1. Medicine looks for a pathology, i.e. a pathogen, injury or biochemical malfunction. However, not all illnesses result from a pathology, e.g. high blood pressure is a physiological response to a poor lifestyle.

2. Medicine is divided into the psychological and physical. Some illnesses cannot be explained if they are reduced to either paradigm alone, e.g. high blood pressure eventually causes systemic illnesses but arises out of the interplay between the psychological (lifestyle) and the physical (circulatory response to that lifestyle).

3. Medicine is prejudice against certain symptoms, e.g. high blood pressure has no pathology but is treated seriously, whilst the symptoms of ME/CFS have no pathology and are not.

If high blood pressure is a physiological response of the circulatory system to a hostile environment (lifestyle) and we take the same approach for ME/CFS, then ME/CFS is a physiological response of the central nervous system to a hostile environment, i.e. chronic or acute trauma or recreational drug use.

On that basis of the above my hypothesis is that the illness arises out of the interface between the psychological and physical, i.e. from the physiological maladaptations due to a hostile environment.  of synapses or connections between neurons.

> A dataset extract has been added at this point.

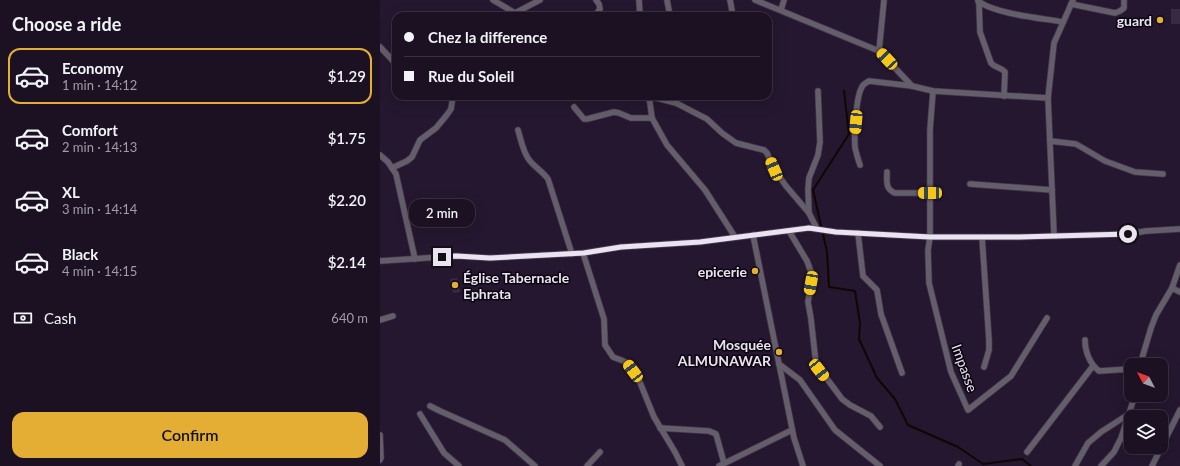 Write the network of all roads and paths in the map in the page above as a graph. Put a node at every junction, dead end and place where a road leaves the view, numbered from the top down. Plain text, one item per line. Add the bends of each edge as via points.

Using my physics and engineering judgement, it seems apparent that extreme configurations of synapses to a hostile environment could result in disruptions in signal transmission and these disruptions could be the cause of the symptoms of ME/CFS and other systemic illnesses.

This project is important to me because:

1. This new perspective could provide insights into systemic and other illnesses, perhaps starting a new branch of medicine.

2. It could provide an explanation to millions of sufferers who face discrimination and prejudice from the medical profession who fail to understand and treat these illnesses.

3. This explanation opens the door for potential treatments.

4. This perspective could be used to explain and unify most mental illnesses and these systemic illnesses.

Millions of pounds is spent on ME/CFS and other systemic illnesses. ME/CFS is a long term disabling condition which affects women more than men. This comparatively small amount of money could improve the lives of millions of people and advance medicine significantly.

Where will the money go?

The course fees for a Masters in Cognitive and Computational Neuroscience at University of Sheffield are £8k and so the minimum will go towards these fees. If I hit my full target the remaining will be spent on books, equipment and conferences for me to more easily learn about systemic illnesses and promote my ideas. Any funds beyond my target will go towards my PhD in systemic illnesses that I intend to start once the Master's is complete.

I will keep sponsor updated of progress at least once a term. I will likely report back more often whilst I am carrying out the project and if there are any new exciting developments.


I will send everyone an electronic copy of my Master's project and any paper if it gets published. I will send everyone a copy of my PhD and any papers that get published.